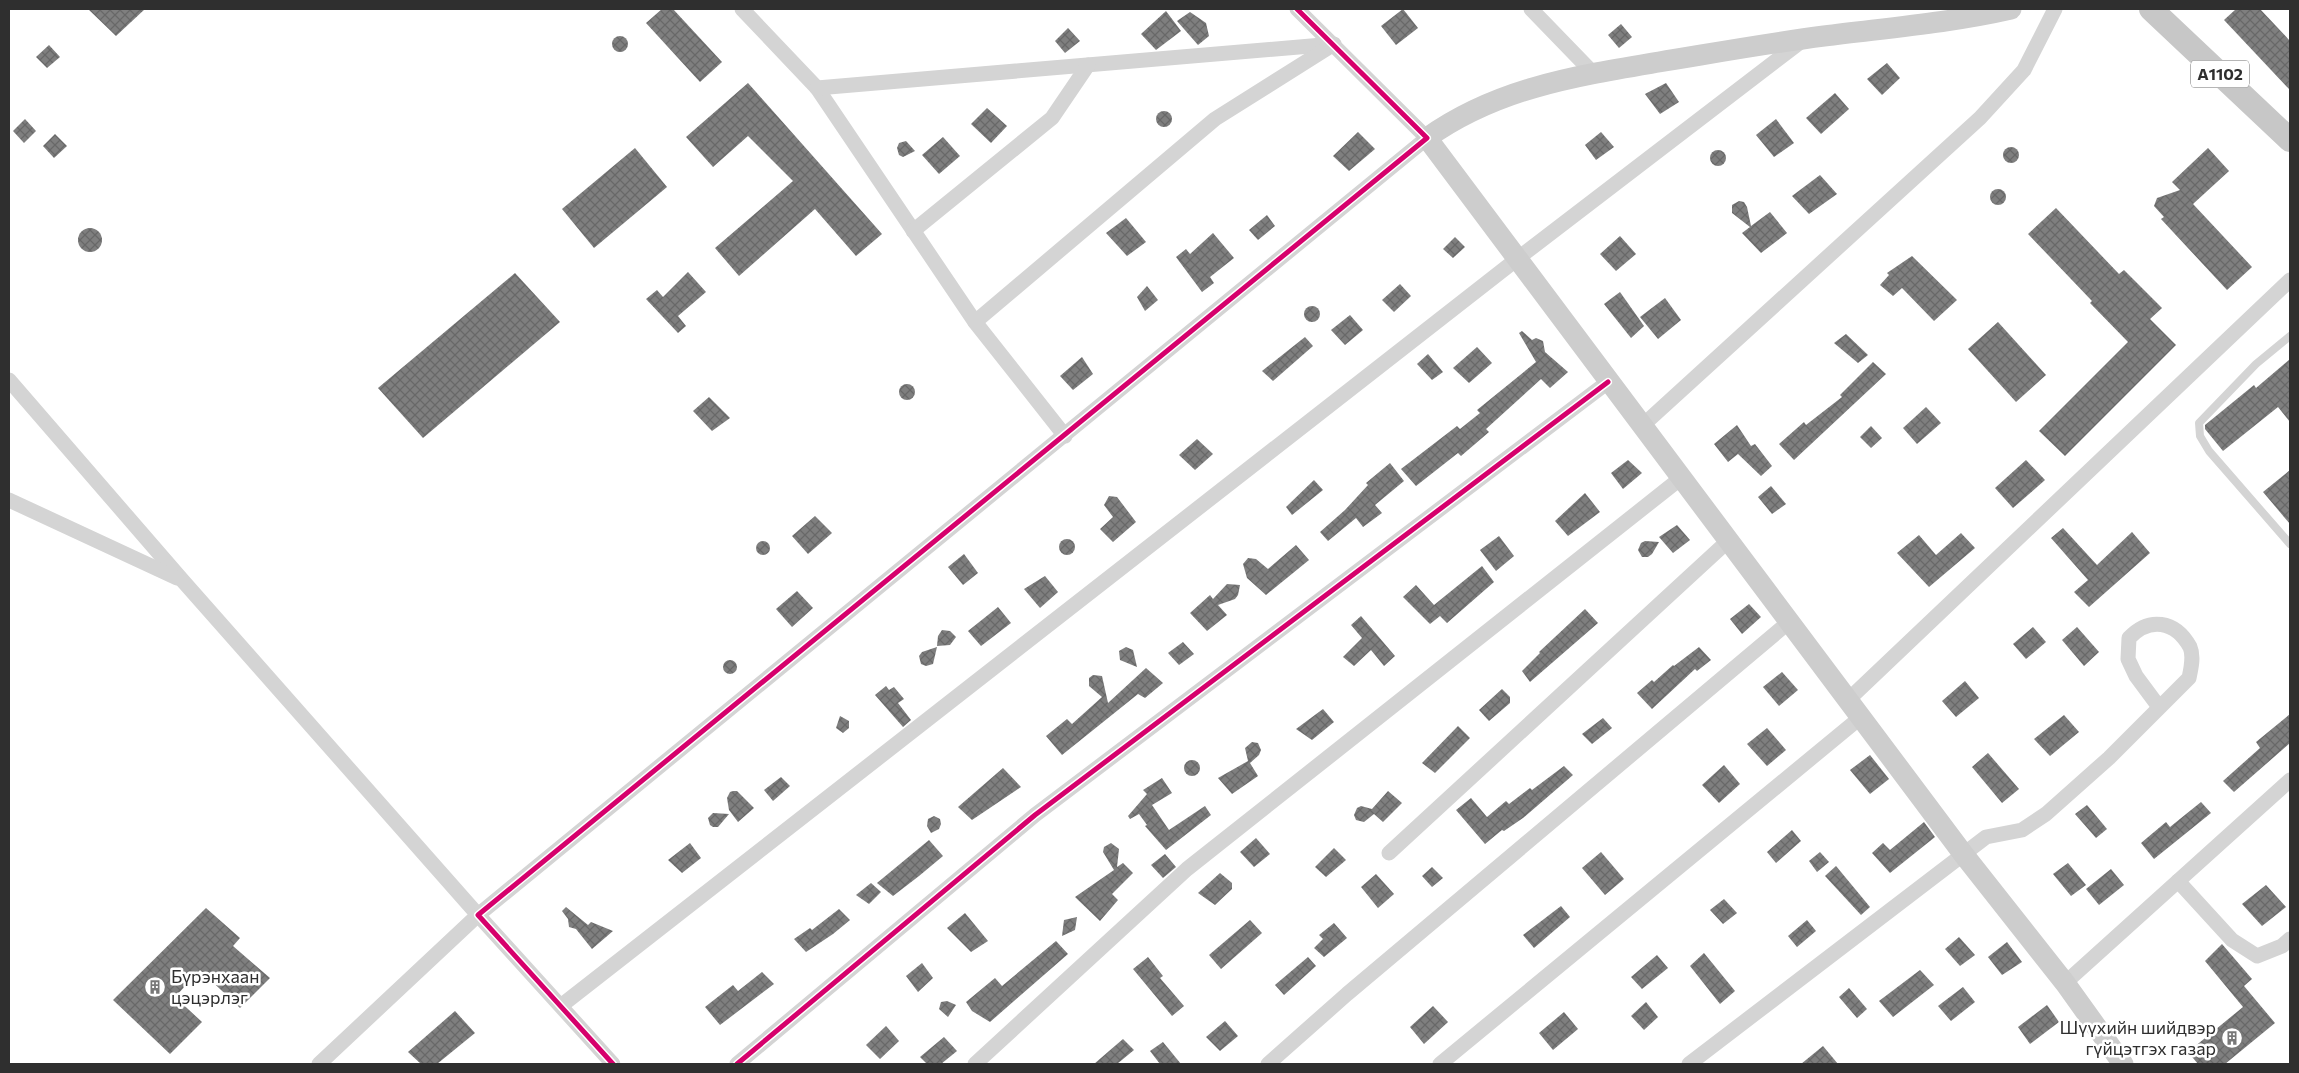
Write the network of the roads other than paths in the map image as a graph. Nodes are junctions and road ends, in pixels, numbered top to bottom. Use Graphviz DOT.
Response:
graph roads {
  1 [pos="742,9"];
  2 [pos="1297,9"];
  3 [pos="1531,9"];
  4 [pos="2011,9"];
  5 [pos="2055,9"];
  6 [pos="2151,9"];
  7 [pos="1804,39"];
  8 [pos="1334,44"];
  9 [pos="1088,65"];
  10 [pos="1593,73"];
  11 [pos="817,88"];
  12 [pos="1428,138"];
  13 [pos="2290,140"];
  14 [pos="913,231"];
  15 [pos="1517,259"];
  16 [pos="2290,280"];
  17 [pos="975,322"];
  18 [pos="2290,336"];
  19 [pos="9,380"];
  20 [pos="1608,382"];
  21 [pos="1642,426"];
  22 [pos="1065,436"];
  23 [pos="1681,478"];
  24 [pos="9,500"];
  25 [pos="1728,541"];
  26 [pos="2290,544"];
  27 [pos="182,581"];
  28 [pos="1789,622"];
  29 [pos="1848,700"];
  30 [pos="2159,707"];
  31 [pos="1861,717"];
  32 [pos="2290,780"];
  33 [pos="1389,853"];
  34 [pos="1964,855"];
  35 [pos="2178,881"];
  36 [pos="478,915"];
  37 [pos="2290,939"];
  38 [pos="2065,983"];
  39 [pos="562,1005"];
  40 [pos="319,1064"];
  41 [pos="613,1064"];
  42 [pos="737,1064"];
  43 [pos="974,1064"];
  44 [pos="1268,1064"];
  45 [pos="1440,1064"];
  46 [pos="1689,1064"];
  47 [pos="2123,1064"];
  1 -- 11 [label="street"];
  2 -- 8 [label="street"];
  3 -- 10 [label="street"];
  4 -- 7 [label="main road"];
  5 -- 21 [label="street"];
  6 -- 13 [label="main road, A1102"];
  7 -- 10 [label="main road"];
  7 -- 15 [label="street"];
  8 -- 9 [label="street"];
  8 -- 12 [label="street"];
  8 -- 17 [label="street"];
  9 -- 11 [label="street"];
  9 -- 14 [label="street"];
  10 -- 12 [label="main road"];
  11 -- 14 [label="street"];
  12 -- 15 [label="main road"];
  12 -- 22 [label="street"];
  14 -- 17 [label="street"];
  15 -- 20 [label="main road"];
  15 -- 39 [label="street"];
  16 -- 29 [label="street"];
  17 -- 22 [label="street"];
  18 -- 26 [label="lane"];
  19 -- 27 [label="street"];
  20 -- 21 [label="main road"];
  20 -- 42 [label="street"];
  21 -- 23 [label="main road"];
  22 -- 36 [label="street"];
  23 -- 25 [label="main road"];
  23 -- 43 [label="street"];
  24 -- 27 [label="street"];
  25 -- 28 [label="main road"];
  25 -- 33 [label="street"];
  27 -- 36 [label="street"];
  28 -- 29 [label="main road"];
  28 -- 44 [label="street"];
  29 -- 31 [label="main road"];
  30 -- 30 [label="street"];
  30 -- 34 [label="street"];
  31 -- 34 [label="main road"];
  31 -- 45 [label="street"];
  32 -- 35 [label="street"];
  34 -- 38 [label="main road"];
  34 -- 46 [label="street"];
  35 -- 37 [label="street"];
  35 -- 38 [label="street"];
  36 -- 39 [label="street"];
  36 -- 40 [label="street"];
  38 -- 47 [label="main road"];
  39 -- 41 [label="street"];
}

• • • • • • •

_Instructions for the task:_ Your answer must be an exact repeat of all the records, minus the pictures.

_Result of the exercise:_
Write the network of the roads other than paths in the map image as a graph. Nodes are junctions and road ends, in pixels, numbered top to bottom. Use Graphviz DOT.
Response:
graph roads {
  1 [pos="742,9"];
  2 [pos="1297,9"];
  3 [pos="1531,9"];
  4 [pos="2011,9"];
  5 [pos="2055,9"];
  6 [pos="2151,9"];
  7 [pos="1804,39"];
  8 [pos="1334,44"];
  9 [pos="1088,65"];
  10 [pos="1593,73"];
  11 [pos="817,88"];
  12 [pos="1428,138"];
  13 [pos="2290,140"];
  14 [pos="913,231"];
  15 [pos="1517,259"];
  16 [pos="2290,280"];
  17 [pos="975,322"];
  18 [pos="2290,336"];
  19 [pos="9,380"];
  20 [pos="1608,382"];
  21 [pos="1642,426"];
  22 [pos="1065,436"];
  23 [pos="1681,478"];
  24 [pos="9,500"];
  25 [pos="1728,541"];
  26 [pos="2290,544"];
  27 [pos="182,581"];
  28 [pos="1789,622"];
  29 [pos="1848,700"];
  30 [pos="2159,707"];
  31 [pos="1861,717"];
  32 [pos="2290,780"];
  33 [pos="1389,853"];
  34 [pos="1964,855"];
  35 [pos="2178,881"];
  36 [pos="478,915"];
  37 [pos="2290,939"];
  38 [pos="2065,983"];
  39 [pos="562,1005"];
  40 [pos="319,1064"];
  41 [pos="613,1064"];
  42 [pos="737,1064"];
  43 [pos="974,1064"];
  44 [pos="1268,1064"];
  45 [pos="1440,1064"];
  46 [pos="1689,1064"];
  47 [pos="2123,1064"];
  1 -- 11 [label="street"];
  2 -- 8 [label="street"];
  3 -- 10 [label="street"];
  4 -- 7 [label="main road"];
  5 -- 21 [label="street"];
  6 -- 13 [label="main road, A1102"];
  7 -- 10 [label="main road"];
  7 -- 15 [label="street"];
  8 -- 9 [label="street"];
  8 -- 12 [label="street"];
  8 -- 17 [label="street"];
  9 -- 11 [label="street"];
  9 -- 14 [label="street"];
  10 -- 12 [label="main road"];
  11 -- 14 [label="street"];
  12 -- 15 [label="main road"];
  12 -- 22 [label="street"];
  14 -- 17 [label="street"];
  15 -- 20 [label="main road"];
  15 -- 39 [label="street"];
  16 -- 29 [label="street"];
  17 -- 22 [label="street"];
  18 -- 26 [label="lane"];
  19 -- 27 [label="street"];
  20 -- 21 [label="main road"];
  20 -- 42 [label="street"];
  21 -- 23 [label="main road"];
  22 -- 36 [label="street"];
  23 -- 25 [label="main road"];
  23 -- 43 [label="street"];
  24 -- 27 [label="street"];
  25 -- 28 [label="main road"];
  25 -- 33 [label="street"];
  27 -- 36 [label="street"];
  28 -- 29 [label="main road"];
  28 -- 44 [label="street"];
  29 -- 31 [label="main road"];
  30 -- 30 [label="street"];
  30 -- 34 [label="street"];
  31 -- 34 [label="main road"];
  31 -- 45 [label="street"];
  32 -- 35 [label="street"];
  34 -- 38 [label="main road"];
  34 -- 46 [label="street"];
  35 -- 37 [label="street"];
  35 -- 38 [label="street"];
  36 -- 39 [label="street"];
  36 -- 40 [label="street"];
  38 -- 47 [label="main road"];
  39 -- 41 [label="street"];
}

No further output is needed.